Task data:
• • •

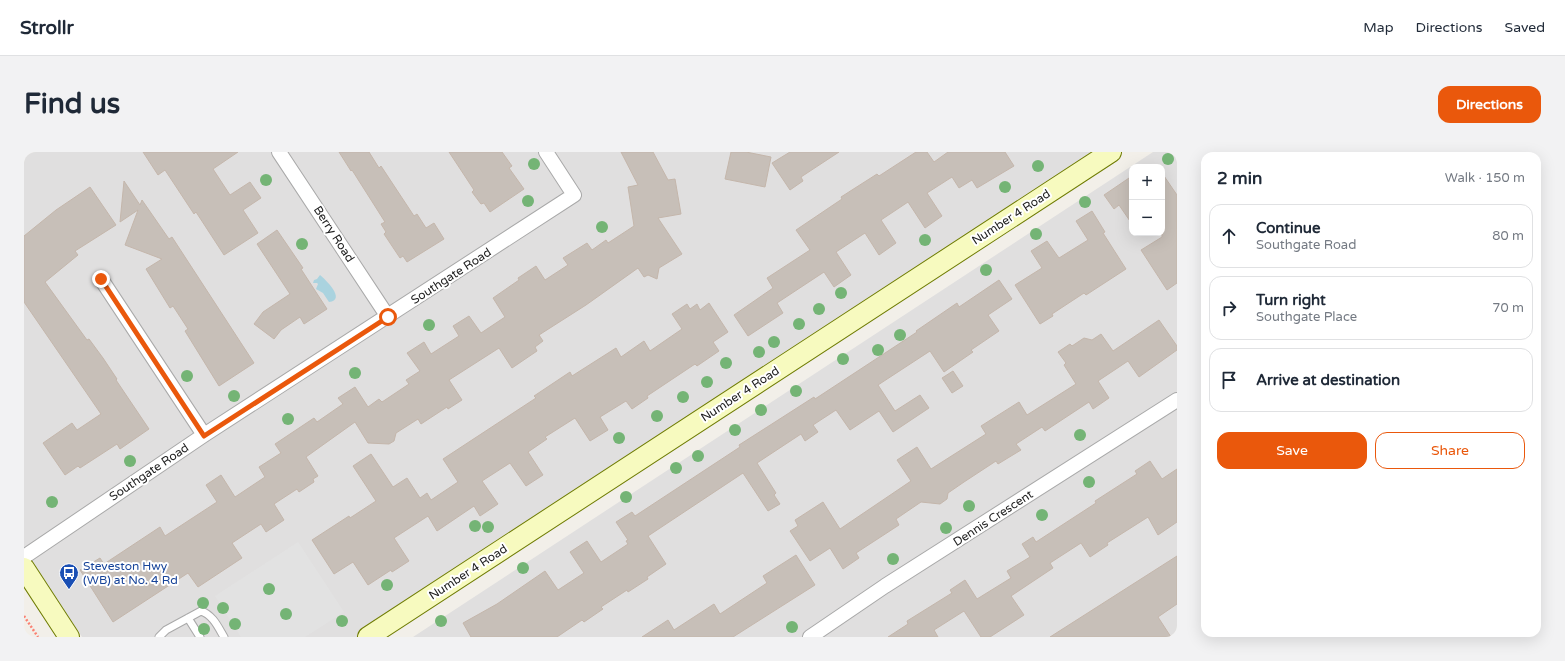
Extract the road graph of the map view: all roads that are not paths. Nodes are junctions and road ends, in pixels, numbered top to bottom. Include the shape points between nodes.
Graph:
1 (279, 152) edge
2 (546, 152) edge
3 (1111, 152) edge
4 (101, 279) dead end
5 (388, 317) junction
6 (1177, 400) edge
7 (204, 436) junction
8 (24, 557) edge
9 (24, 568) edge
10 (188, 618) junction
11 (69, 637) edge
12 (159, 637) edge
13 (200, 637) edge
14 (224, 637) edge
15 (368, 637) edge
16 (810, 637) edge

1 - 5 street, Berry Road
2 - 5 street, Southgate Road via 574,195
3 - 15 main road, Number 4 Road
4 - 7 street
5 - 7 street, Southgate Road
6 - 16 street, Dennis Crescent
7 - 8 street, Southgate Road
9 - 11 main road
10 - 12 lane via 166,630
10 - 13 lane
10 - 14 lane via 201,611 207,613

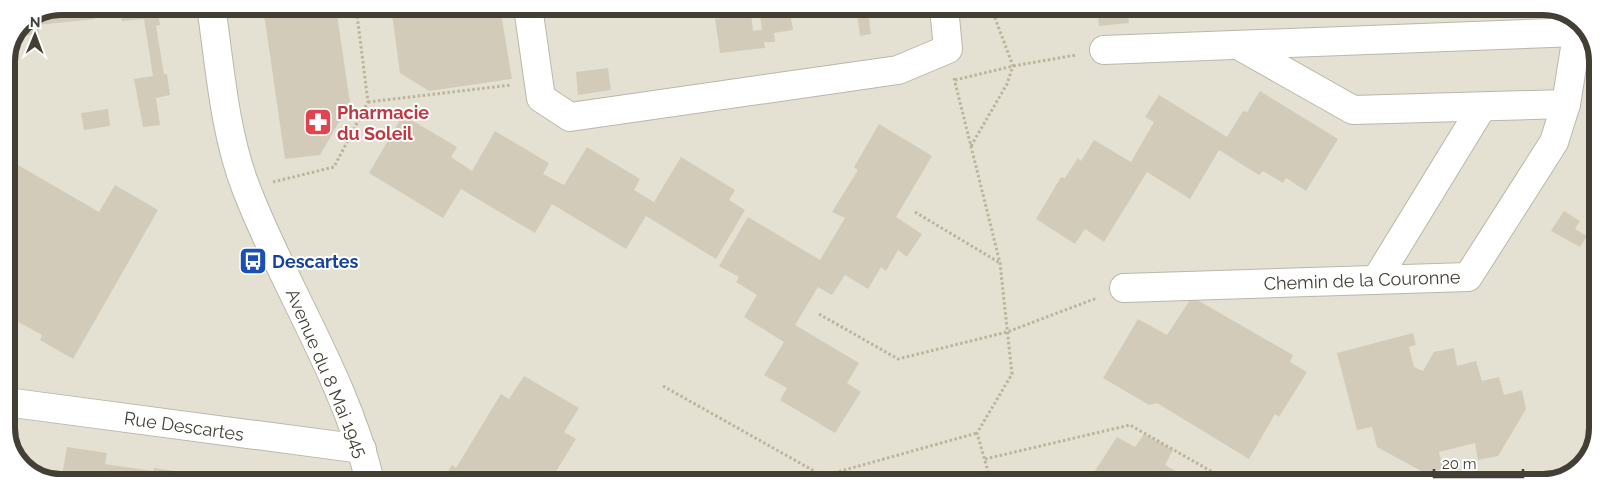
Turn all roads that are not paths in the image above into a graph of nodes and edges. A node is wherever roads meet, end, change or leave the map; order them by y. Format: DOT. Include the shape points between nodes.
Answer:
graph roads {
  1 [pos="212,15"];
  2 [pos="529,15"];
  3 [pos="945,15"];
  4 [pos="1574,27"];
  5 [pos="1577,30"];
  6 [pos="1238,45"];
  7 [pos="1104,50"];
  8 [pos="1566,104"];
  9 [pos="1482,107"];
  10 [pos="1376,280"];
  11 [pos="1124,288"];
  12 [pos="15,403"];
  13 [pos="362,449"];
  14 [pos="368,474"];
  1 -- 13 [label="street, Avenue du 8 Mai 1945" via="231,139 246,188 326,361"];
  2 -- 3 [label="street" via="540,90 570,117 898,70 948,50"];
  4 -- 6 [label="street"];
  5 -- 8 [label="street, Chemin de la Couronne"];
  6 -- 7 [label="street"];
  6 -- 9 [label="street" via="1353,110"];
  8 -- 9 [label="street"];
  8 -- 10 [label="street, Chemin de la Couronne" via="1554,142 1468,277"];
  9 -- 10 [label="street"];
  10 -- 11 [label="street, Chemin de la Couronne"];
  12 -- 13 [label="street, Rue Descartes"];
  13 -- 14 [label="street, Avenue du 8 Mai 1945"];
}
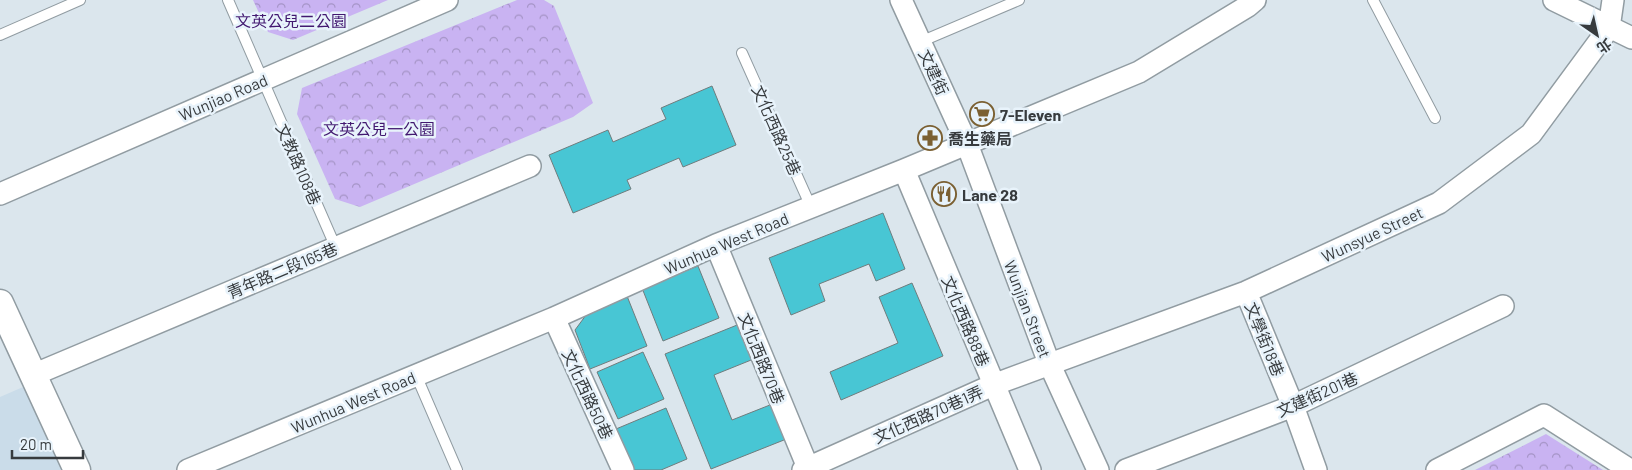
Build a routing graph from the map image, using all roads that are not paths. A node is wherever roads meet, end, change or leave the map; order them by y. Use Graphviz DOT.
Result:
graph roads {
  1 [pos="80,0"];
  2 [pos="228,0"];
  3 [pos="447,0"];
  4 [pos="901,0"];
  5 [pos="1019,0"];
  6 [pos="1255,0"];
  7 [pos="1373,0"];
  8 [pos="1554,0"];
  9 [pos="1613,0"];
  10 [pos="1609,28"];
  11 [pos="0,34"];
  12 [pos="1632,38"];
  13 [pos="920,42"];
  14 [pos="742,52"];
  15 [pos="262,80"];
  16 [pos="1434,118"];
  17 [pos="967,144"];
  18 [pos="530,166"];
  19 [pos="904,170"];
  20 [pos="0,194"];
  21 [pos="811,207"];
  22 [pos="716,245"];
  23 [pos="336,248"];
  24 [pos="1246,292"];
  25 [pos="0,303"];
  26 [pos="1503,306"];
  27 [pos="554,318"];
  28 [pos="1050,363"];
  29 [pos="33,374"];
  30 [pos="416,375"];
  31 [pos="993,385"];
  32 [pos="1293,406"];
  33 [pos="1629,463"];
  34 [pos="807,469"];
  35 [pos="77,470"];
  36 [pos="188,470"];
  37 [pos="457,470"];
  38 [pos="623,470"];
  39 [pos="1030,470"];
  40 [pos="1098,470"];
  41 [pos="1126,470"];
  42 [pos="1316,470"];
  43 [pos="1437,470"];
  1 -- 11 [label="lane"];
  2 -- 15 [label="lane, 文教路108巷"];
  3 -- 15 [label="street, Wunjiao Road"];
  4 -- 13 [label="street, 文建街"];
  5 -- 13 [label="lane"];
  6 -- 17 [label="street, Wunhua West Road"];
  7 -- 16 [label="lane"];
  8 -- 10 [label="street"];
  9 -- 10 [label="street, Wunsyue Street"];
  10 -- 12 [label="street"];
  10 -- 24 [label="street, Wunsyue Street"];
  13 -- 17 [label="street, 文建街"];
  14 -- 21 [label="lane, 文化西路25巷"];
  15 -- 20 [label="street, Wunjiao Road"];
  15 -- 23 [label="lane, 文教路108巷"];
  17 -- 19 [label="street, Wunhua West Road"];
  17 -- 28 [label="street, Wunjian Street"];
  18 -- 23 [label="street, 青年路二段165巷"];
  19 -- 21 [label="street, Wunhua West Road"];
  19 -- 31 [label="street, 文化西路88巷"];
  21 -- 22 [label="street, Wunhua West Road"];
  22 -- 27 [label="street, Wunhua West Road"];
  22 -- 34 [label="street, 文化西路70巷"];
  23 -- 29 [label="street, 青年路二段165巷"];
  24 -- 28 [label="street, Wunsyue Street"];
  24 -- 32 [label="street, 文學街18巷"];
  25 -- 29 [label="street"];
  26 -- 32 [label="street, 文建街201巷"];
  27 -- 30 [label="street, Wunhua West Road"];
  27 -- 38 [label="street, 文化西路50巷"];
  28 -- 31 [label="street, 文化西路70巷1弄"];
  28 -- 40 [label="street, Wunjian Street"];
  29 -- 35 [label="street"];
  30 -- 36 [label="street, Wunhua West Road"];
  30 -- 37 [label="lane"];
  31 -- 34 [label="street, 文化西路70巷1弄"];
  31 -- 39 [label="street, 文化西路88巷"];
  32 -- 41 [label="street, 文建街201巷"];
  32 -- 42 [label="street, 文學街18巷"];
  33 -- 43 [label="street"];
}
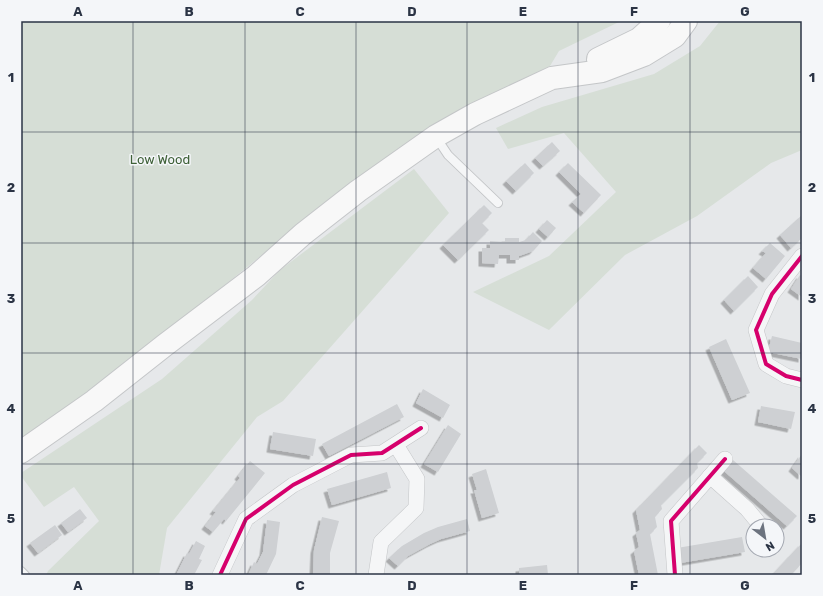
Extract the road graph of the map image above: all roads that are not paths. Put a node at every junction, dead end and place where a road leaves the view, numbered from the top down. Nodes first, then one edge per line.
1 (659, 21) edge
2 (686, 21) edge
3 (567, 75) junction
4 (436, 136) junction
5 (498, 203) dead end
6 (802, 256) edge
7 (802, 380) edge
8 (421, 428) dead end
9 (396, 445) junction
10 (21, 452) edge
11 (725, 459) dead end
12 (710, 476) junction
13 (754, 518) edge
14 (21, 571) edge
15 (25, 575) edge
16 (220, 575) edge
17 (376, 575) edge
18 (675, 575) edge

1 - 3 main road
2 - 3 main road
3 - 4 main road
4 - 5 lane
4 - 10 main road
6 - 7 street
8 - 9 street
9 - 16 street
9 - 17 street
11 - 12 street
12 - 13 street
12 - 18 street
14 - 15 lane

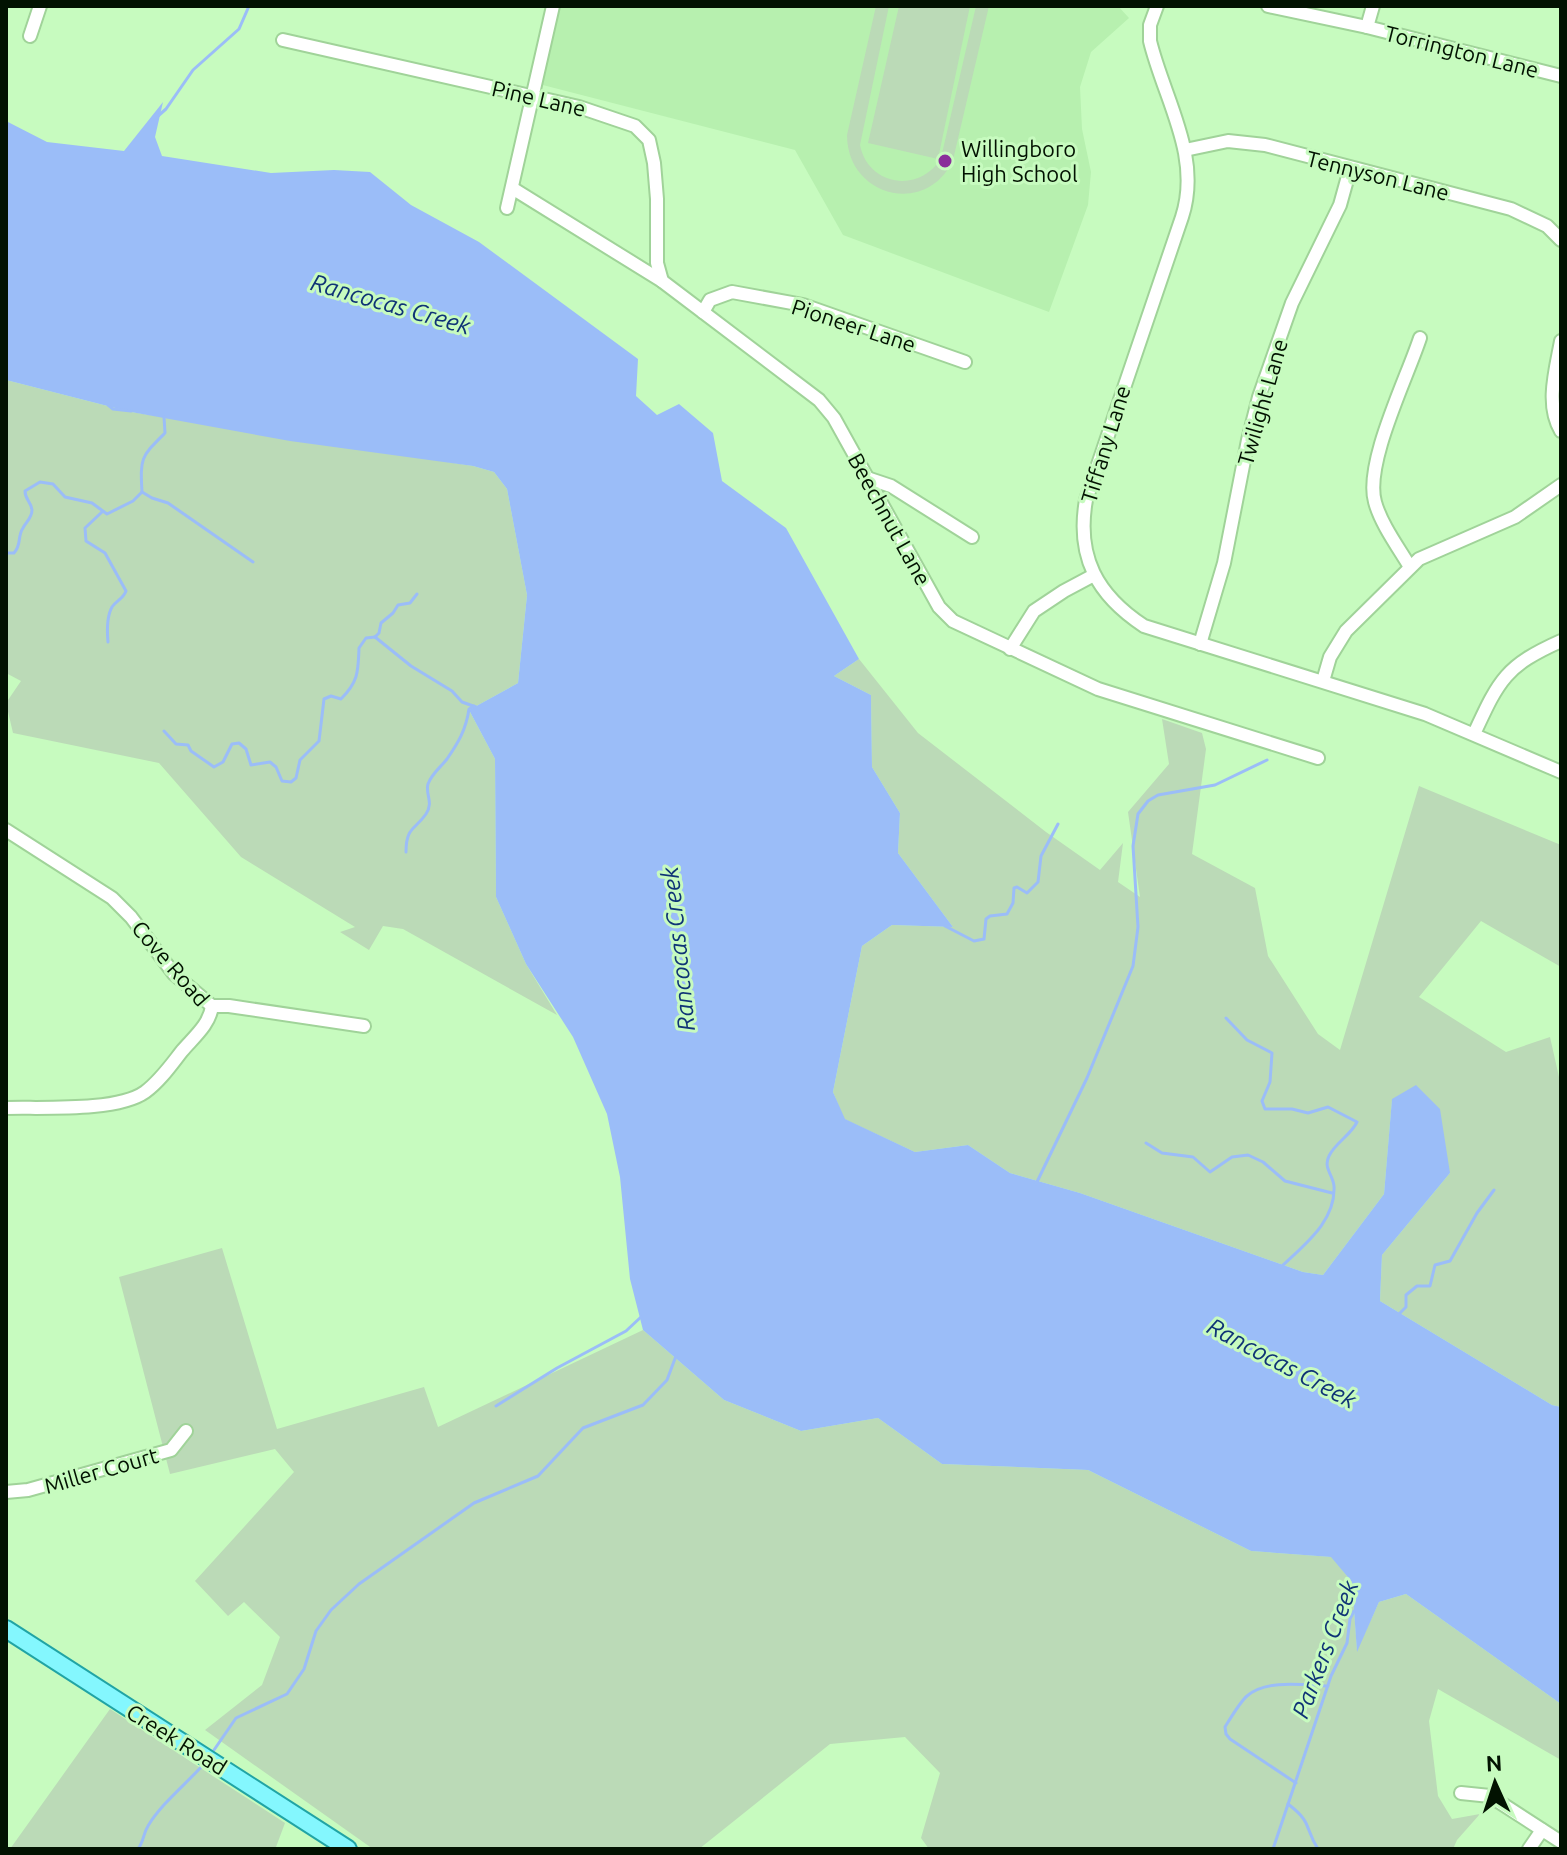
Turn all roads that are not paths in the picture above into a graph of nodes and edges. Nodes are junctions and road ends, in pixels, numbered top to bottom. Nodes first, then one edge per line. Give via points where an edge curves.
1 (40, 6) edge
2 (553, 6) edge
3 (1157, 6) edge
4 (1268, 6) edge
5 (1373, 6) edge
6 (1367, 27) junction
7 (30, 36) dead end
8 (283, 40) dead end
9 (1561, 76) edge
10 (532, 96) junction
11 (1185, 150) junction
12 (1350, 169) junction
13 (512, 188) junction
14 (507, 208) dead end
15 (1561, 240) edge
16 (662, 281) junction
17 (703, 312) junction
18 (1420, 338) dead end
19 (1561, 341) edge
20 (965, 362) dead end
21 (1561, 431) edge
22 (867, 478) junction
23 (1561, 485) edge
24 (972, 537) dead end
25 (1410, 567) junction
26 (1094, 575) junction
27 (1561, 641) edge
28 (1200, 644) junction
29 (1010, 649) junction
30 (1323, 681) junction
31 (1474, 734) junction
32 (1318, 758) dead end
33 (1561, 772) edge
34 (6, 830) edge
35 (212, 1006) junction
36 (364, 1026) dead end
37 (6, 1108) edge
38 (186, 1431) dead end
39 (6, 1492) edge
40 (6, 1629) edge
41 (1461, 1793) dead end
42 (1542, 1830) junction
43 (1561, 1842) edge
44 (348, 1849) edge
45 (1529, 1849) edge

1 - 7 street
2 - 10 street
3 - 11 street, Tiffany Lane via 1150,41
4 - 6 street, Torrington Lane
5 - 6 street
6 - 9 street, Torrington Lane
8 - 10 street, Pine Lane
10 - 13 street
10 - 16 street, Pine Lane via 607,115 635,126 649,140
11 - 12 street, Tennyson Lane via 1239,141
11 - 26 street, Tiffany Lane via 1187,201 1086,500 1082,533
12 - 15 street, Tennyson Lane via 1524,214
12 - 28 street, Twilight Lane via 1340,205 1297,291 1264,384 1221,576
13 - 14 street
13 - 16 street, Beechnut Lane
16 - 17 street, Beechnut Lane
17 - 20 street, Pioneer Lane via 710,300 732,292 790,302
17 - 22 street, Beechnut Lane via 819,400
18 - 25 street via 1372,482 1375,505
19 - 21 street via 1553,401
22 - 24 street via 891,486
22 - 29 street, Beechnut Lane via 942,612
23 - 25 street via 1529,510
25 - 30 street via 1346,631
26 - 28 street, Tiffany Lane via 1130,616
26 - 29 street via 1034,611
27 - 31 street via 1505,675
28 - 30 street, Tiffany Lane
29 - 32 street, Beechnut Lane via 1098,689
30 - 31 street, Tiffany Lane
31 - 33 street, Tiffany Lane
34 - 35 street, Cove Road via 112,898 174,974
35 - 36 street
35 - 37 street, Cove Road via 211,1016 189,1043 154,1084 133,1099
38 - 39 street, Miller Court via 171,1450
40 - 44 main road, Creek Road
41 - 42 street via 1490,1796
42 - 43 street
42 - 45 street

• • •

Task details: Nothing but a number should be given: the count of lines above that include the string "Southgate".

Final answer: 3